Los indígenas de Nueva
Zelanda llaman a su jefe «Napulo
Ponapát».
Radama, rey de los Hovas,
ordena en Inglaterra, para
su uso personal, un traje
verde, un sombrerito,
botas, nombra mariscal al
sargento francés Robin
porque ha servido a Napoleón,
su «modelo», «el
ejemplo» que quiere
seguir.
¿Acaso
Napoleón fabricó
su leyenda en aquellos países
lejanos? ¿Invitó
a los poetas del mundo a cantar
su gloria?

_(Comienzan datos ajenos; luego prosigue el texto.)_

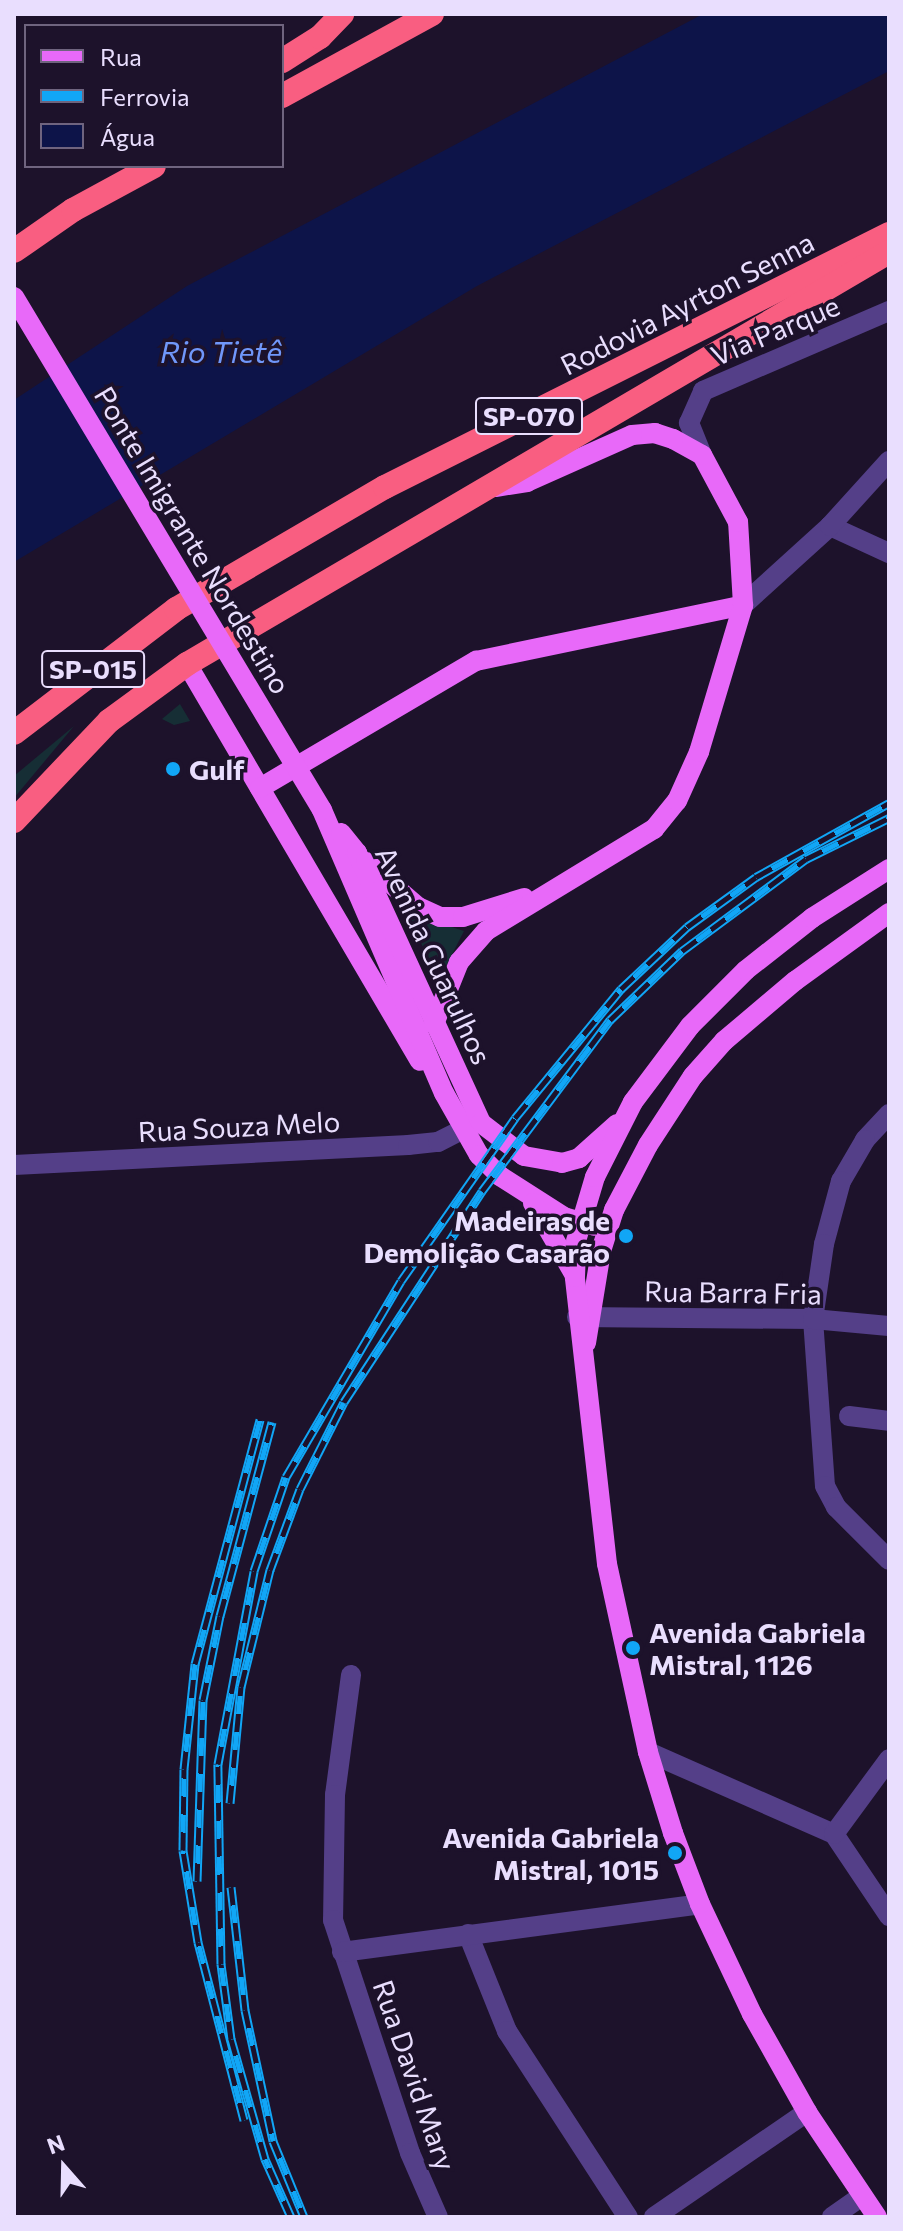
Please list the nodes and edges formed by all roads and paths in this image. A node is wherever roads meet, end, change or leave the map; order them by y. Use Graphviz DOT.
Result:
graph roads {
  1 [pos="342,14"];
  2 [pos="432,14"];
  3 [pos="284,60"];
  4 [pos="284,95"];
  5 [pos="131,168"];
  6 [pos="150,168"];
  7 [pos="73,210"];
  8 [pos="889,234"];
  9 [pos="14,251"];
  10 [pos="889,252"];
  11 [pos="14,297"];
  12 [pos="889,311"];
  13 [pos="702,455"];
  14 [pos="889,461"];
  15 [pos="491,488"];
  16 [pos="830,526"];
  17 [pos="889,553"];
  18 [pos="743,605"];
  19 [pos="176,609"];
  20 [pos="187,664"];
  21 [pos="14,733"];
  22 [pos="260,788"];
  23 [pos="323,810"];
  24 [pos="14,821"];
  25 [pos="357,853"];
  26 [pos="889,869"];
  27 [pos="543,892"];
  28 [pos="889,913"];
  29 [pos="434,1024"];
  30 [pos="444,1093"];
  31 [pos="889,1114"];
  32 [pos="623,1119"];
  33 [pos="464,1129"];
  34 [pos="14,1165"];
  35 [pos="526,1193"];
  36 [pos="582,1222"];
  37 [pos="607,1230"];
  38 [pos="575,1277"];
  39 [pos="584,1318"];
  40 [pos="813,1319"];
  41 [pos="889,1326"];
  42 [pos="849,1416"];
  43 [pos="889,1421"];
  44 [pos="889,1560"];
  45 [pos="351,1675"];
  46 [pos="648,1752"];
  47 [pos="889,1759"];
  48 [pos="834,1834"];
  49 [pos="700,1904"];
  50 [pos="889,1916"];
  51 [pos="468,1934"];
  52 [pos="342,1952"];
  53 [pos="807,2112"];
  54 [pos="862,2196"];
  55 [pos="438,2217"];
  56 [pos="628,2217"];
  57 [pos="654,2217"];
  58 [pos="832,2217"];
  59 [pos="877,2217"];
  1 -- 3 [label="highway"];
  2 -- 4 [label="highway"];
  5 -- 7 [label="highway"];
  6 -- 7 [label="highway"];
  7 -- 9 [label="highway"];
  8 -- 19 [label="highway, Rodovia Ayrton Senna / SP-070"];
  10 -- 15 [label="highway"];
  11 -- 23 [label="main road, Ponte Imigrante Nordestino, bridge"];
  12 -- 13 [label="street, Via Parque"];
  13 -- 15 [label="main road"];
  13 -- 18 [label="main road"];
  14 -- 16 [label="street"];
  15 -- 20 [label="highway"];
  16 -- 17 [label="street"];
  16 -- 18 [label="street"];
  18 -- 22 [label="main road"];
  18 -- 27 [label="main road"];
  19 -- 21 [label="highway, SP-015"];
  20 -- 22 [label="main road, Avenida Guarulhos"];
  20 -- 24 [label="highway"];
  22 -- 30 [label="main road, Avenida Guarulhos"];
  23 -- 25 [label="main road, Avenida Guarulhos"];
  23 -- 30 [label="main road, Avenida Guarulhos"];
  25 -- 27 [label="main road"];
  25 -- 29 [label="main road, Avenida Guarulhos"];
  26 -- 32 [label="main road"];
  27 -- 29 [label="main road"];
  28 -- 37 [label="main road"];
  29 -- 32 [label="main road, Avenida Guarulhos"];
  30 -- 33 [label="main road, Avenida Guarulhos"];
  31 -- 40 [label="street"];
  32 -- 36 [label="main road"];
  33 -- 34 [label="street, Rua Souza Melo"];
  33 -- 35 [label="main road, Avenida Guarulhos"];
  35 -- 36 [label="main road, Avenida Guarulhos"];
  35 -- 38 [label="main road"];
  36 -- 37 [label="main road, Avenida Guarulhos"];
  36 -- 38 [label="main road"];
  37 -- 39 [label="main road"];
  38 -- 39 [label="main road"];
  39 -- 40 [label="street, Rua Barra Fria"];
  39 -- 46 [label="main road"];
  40 -- 41 [label="street, Rua Barra Fria"];
  40 -- 44 [label="street"];
  42 -- 43 [label="street"];
  45 -- 52 [label="street, Rua David Mary"];
  46 -- 48 [label="street"];
  46 -- 49 [label="main road"];
  47 -- 48 [label="street"];
  48 -- 50 [label="street"];
  49 -- 51 [label="street"];
  49 -- 53 [label="main road"];
  51 -- 52 [label="street"];
  51 -- 56 [label="street"];
  52 -- 55 [label="street, Rua David Mary"];
  53 -- 54 [label="main road"];
  53 -- 57 [label="street"];
  54 -- 58 [label="street"];
  54 -- 59 [label="main road"];
}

A propósito
de la entrada del Emperador
a Dusseldorf, sobre su caballo
gris, Henri Heine escribe:
«Si yo hubiese sido
el príncipe real de
Prusia, hubiese envidiado
la suerte de ese pequeño
caballo». Luego
escucha sus «Dos
Granaderos» regresando
a Francia después de
Waterloo... La Cruz de
Honor, con su listón
rojo, tú me la pondrás
sobre el corazón; me
pondrás el fusil en
la mano... es así como
quiero quedarme en la tumba,
como un centinela hasta el
día en que retumbe
el rugido del cañón
en el galope de los caballos.
Entonces el Emperador pasará
a caballo sobre mi tumba al
sonido de los tambores y de
los choques de los sables;
y yo saldré todo armado
de la tumba para defenderlo.
¡Él! ¡Él!
¡El Emperador! ¡El
Emperador!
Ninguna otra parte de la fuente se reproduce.